NMAP scans on Meraki networks

Solved
Nemo
Here to help

NMAP scans on Meraki networks

Hello

 

I'm starting to play around with using NMAP to run various host discovery and port scans against clients on our network.  I have a client VPN subnet and I am scanning against other subnets that are connected by site to site vpn.  I have a site to site outbound firewall rule that allows any/any from the client vpn subnet to the target subnets.

 

My expectation is that I should get answers from hosts that are up and set to reply to the discovery scan and that I should  get no reply from IP addresses that are not in use.  However I continually get results that show all hosts are up on a subnet.  Even when I know that there is no host associated with a particular address.  

 

Is this expected behavior from Meraki firewalls?  Do they just reply to all requests even if there is no client there?  Is this behavior documented somewhere so that I can review and try to understand what's going on?  

 

Thanks!

1 Accepted Solution
Nemo
Here to help

Just following up on my own post incase anyone else ever has this issue.  

 

I'm running nmap from a vm and I think the source of the problem has more to do with the way the vm attaches to the network.  There appears to be some sort of proxy going on that is interfering with nmaps ability to scan the targets directly.  I've seen some posts discussing running the vm in a bridged mode but my situation is complicated by the fact that I am also connected to the meraki network through client vpn and I'm not finding an easy way to bridge the vm connection to the client vpn.  I'm going to look into creating a client vpn connection from within the vm and try to resolve the issue that way.  

 

Either way, it appears that my results have nothing to do with meraki or nmap but more to do with running from within a vm and how it attaches to the network.

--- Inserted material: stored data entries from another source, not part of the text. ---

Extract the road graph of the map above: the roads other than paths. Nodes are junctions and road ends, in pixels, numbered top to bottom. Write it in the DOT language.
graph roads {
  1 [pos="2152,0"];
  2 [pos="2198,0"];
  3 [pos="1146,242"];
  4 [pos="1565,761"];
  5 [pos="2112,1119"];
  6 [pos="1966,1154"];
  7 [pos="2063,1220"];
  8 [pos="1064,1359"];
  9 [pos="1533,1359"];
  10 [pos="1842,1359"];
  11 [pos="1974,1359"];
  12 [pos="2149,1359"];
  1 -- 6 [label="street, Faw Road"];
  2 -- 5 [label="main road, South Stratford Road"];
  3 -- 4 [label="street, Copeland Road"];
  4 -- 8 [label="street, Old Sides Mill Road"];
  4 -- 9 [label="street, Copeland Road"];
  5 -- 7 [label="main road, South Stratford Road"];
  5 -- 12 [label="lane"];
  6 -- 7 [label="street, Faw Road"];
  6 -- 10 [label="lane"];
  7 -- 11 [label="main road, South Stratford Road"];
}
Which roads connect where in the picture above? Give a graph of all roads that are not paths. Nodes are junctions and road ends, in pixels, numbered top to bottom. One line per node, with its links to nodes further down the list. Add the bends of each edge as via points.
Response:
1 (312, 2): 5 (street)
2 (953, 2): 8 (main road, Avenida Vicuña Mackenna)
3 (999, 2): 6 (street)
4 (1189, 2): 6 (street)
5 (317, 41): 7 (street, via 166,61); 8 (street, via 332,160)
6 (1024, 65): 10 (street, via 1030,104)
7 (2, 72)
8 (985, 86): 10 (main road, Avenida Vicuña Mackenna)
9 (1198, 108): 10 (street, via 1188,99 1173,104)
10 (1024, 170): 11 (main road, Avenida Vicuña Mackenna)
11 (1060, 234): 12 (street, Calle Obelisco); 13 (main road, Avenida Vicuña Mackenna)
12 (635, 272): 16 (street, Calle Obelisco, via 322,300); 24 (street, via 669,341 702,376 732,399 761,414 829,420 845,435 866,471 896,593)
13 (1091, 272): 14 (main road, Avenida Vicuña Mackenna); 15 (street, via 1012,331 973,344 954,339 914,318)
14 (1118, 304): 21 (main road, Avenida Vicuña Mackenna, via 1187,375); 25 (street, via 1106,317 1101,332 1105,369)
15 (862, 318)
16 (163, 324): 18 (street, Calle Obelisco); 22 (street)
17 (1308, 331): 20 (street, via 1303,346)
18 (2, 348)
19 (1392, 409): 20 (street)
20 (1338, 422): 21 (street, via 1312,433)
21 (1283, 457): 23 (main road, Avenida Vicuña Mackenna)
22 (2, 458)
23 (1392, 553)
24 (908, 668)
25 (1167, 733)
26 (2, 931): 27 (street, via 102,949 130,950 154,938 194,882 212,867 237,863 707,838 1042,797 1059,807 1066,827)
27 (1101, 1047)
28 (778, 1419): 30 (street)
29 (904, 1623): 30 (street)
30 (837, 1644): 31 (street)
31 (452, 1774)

View solution in original post

2 Replies 2
Nemo
Here to help

Just following up on my own post incase anyone else ever has this issue.  

 

I'm running nmap from a vm and I think the source of the problem has more to do with the way the vm attaches to the network.  There appears to be some sort of proxy going on that is interfering with nmaps ability to scan the targets directly.  I've seen some posts discussing running the vm in a bridged mode but my situation is complicated by the fact that I am also connected to the meraki network through client vpn and I'm not finding an easy way to bridge the vm connection to the client vpn.  I'm going to look into creating a client vpn connection from within the vm and try to resolve the issue that way.  

 

Either way, it appears that my results have nothing to do with meraki or nmap but more to do with running from within a vm and how it attaches to the network.

CptnCrnch
Kind of a big deal
Kind of a big deal

Good finding, thanks for the update!